In one of the strangest moments of my life as a writer, I got to briefly interview lead singer Ari Up. I don’t have the tape of the interview anymore—I recorded it on my friend’s phone and couldn’t figure out how to save it—but it was less an “interview” than a rambling conversation that went all over the place, and from which I ended up having to extract a few uncharacteristically normal-sounding quotes for the story I wrote for my university newspaper the next day, which I’m still proud of. It was, actually, a conversation that felt very much like a Slits song.
Ari Up died of cancer in 2010, and I still remember the sense of shock and grief I felt, probably harder than I would have felt otherwise because I had met her. But it wasn’t shock I could share with the world, not like the deaths of Joe Strummer or David Bowie. A few months after that, Poly Styrene of X-Ray Spex—whose 1977 album Germfree Adolescents is as magical and luminous as snow on Christmas Eve—died, and I felt grieved that, for all the world seemed to care, she hadn’t even existed. Even now, when people talk about punk, nobody ever mentions X-Ray Spex. And, for that matter, they rarely mention The Slits. Did they even matter?
They did. Nothing I have heard since underlines the sheer strangeness of existence, the unlikeliness of being alive, so well as these now-ancient records by people who weren’t so much aspiring rock stars as they were aspiring cranks and weirdos—not pursuing success so much as pursuing an impenetrably private vision, and turning themselves into the artists they needed to be in order to express it. It’s no surprise that many of them, once they were done communicating that vision, just disappeared back into private life. What was unique about The Fall was that they never got to the end of their own vision, never exhausted what it had to give them—and us. Had their singer not been mortal, you felt they could have kept on going for centuries.

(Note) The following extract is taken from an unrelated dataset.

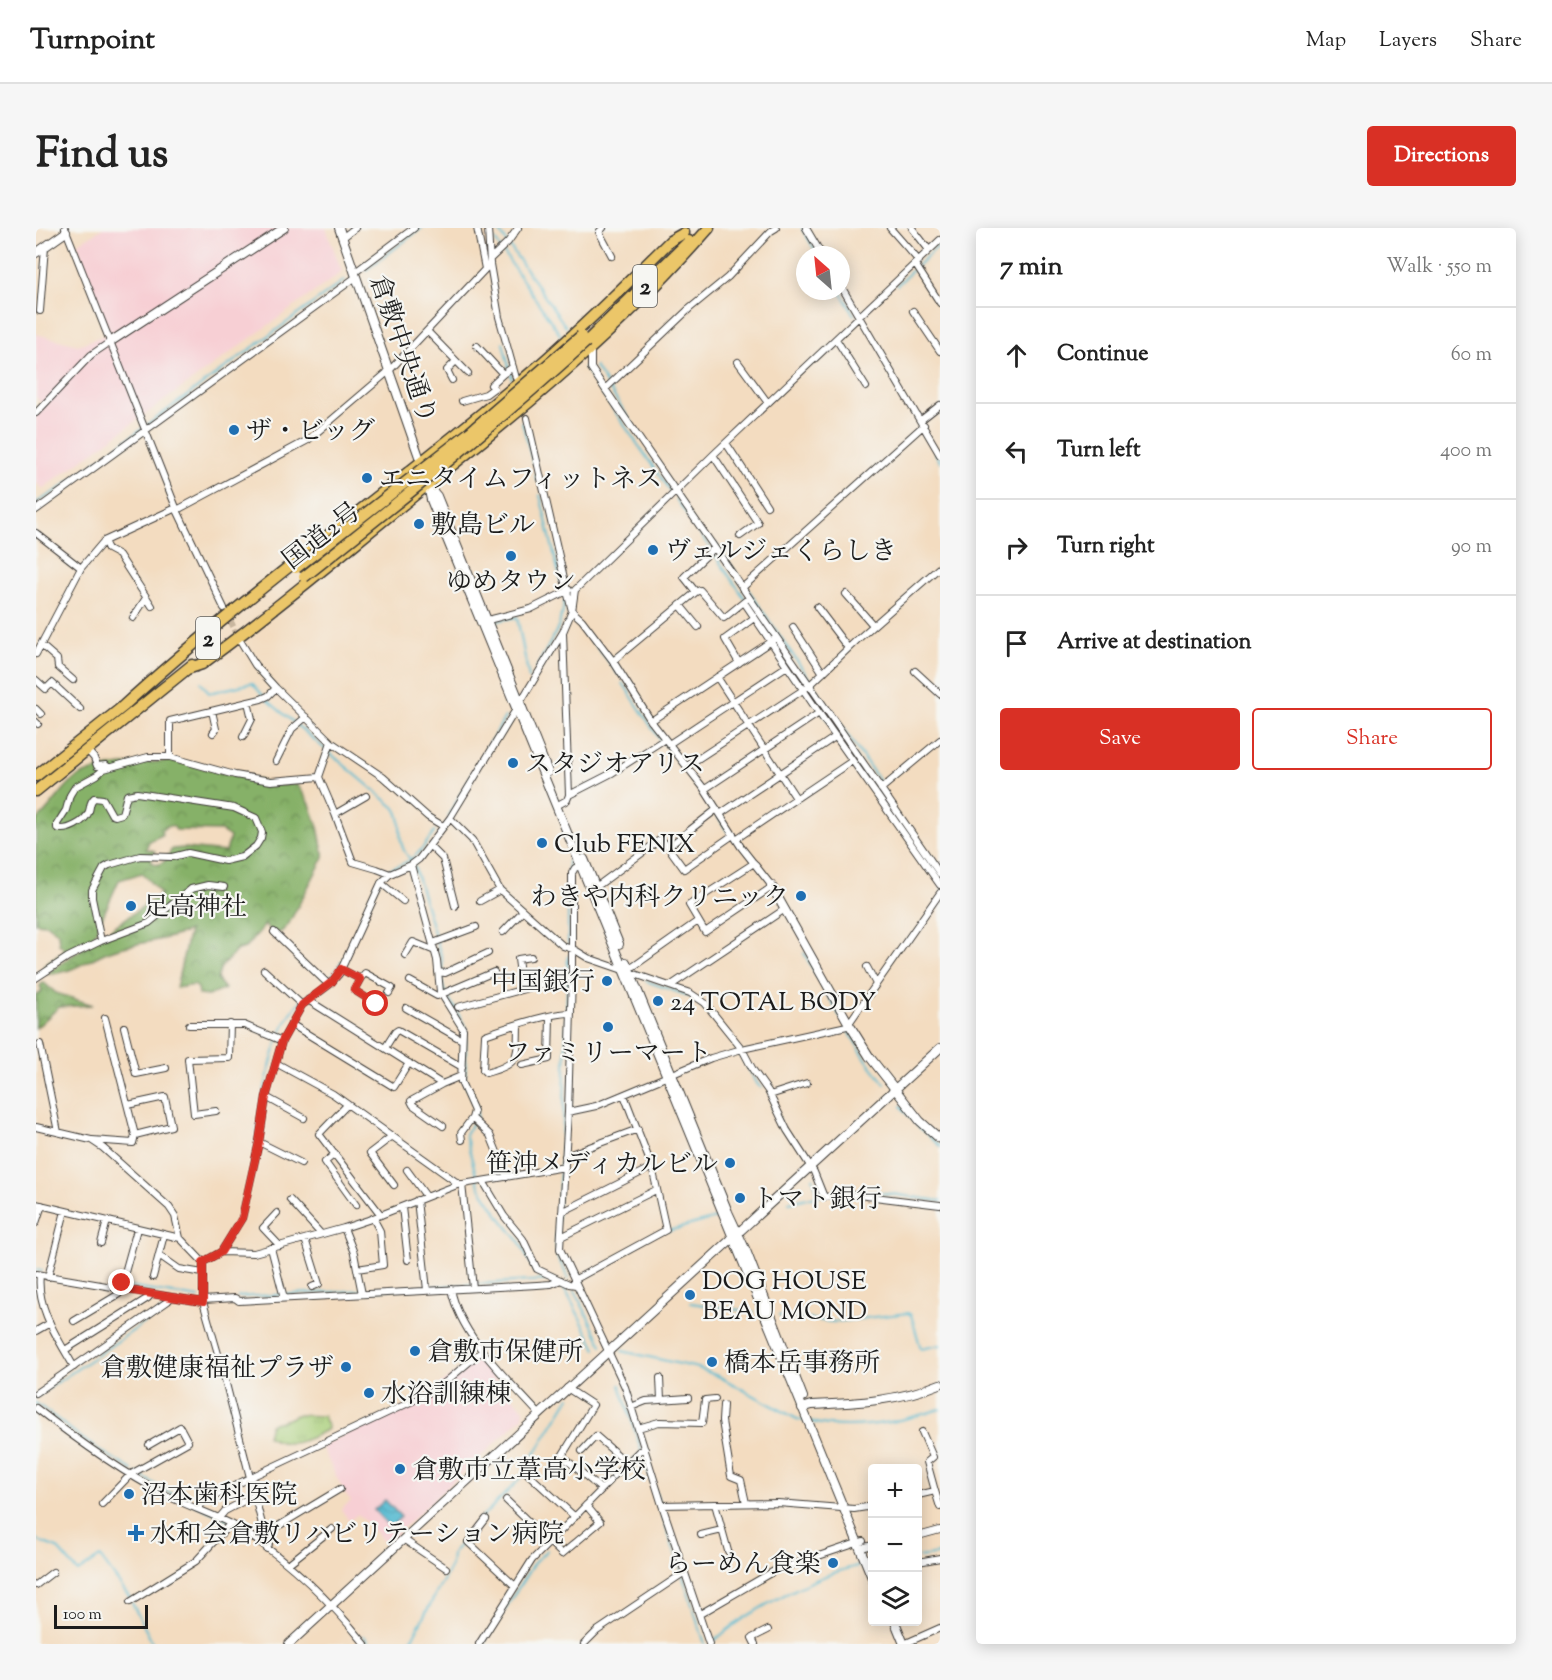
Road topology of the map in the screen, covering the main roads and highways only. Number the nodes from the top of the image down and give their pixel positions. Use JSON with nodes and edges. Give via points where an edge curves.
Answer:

I thought of all this when Mark E. Smith died last month, of all the music that engulfed my life when I was younger, the bands that meant so much to me. I feel a strange sense of grief that I’ve spent so much of my subsequent life not listening to these bands, not even thinking about them. I never feel guilty for not listening to The Beatles, my favorite band at the age of 14, though I’m always delighted to come back to them—The Beatles, I somehow feel, are doing just fine without me. But these bands feel precious and personal to my world, like a houseplant that will wither if I don’t pay enough attention to it. This sound felt like my sound, waiting to be discovered, when I was in my late teens, and no matter how many other bands I come to like and enjoy throughout my life, no other sound will ever be that sound.
Perhaps you have a band like this—perhaps even just a song. As likely as not, your band is not my band. Even if it is, the songs that move you are probably not the ones that move me—and even if they are, we are probably moved by different things. But it doesn’t matter, because what we feel is really the same. And if I feel braver now after finding my way back to these records, readier to talk back to a world that never stops trying to shut all of us up, I can only hope that the records that mattered like this to you, that promised you your own universe, can do the same for you.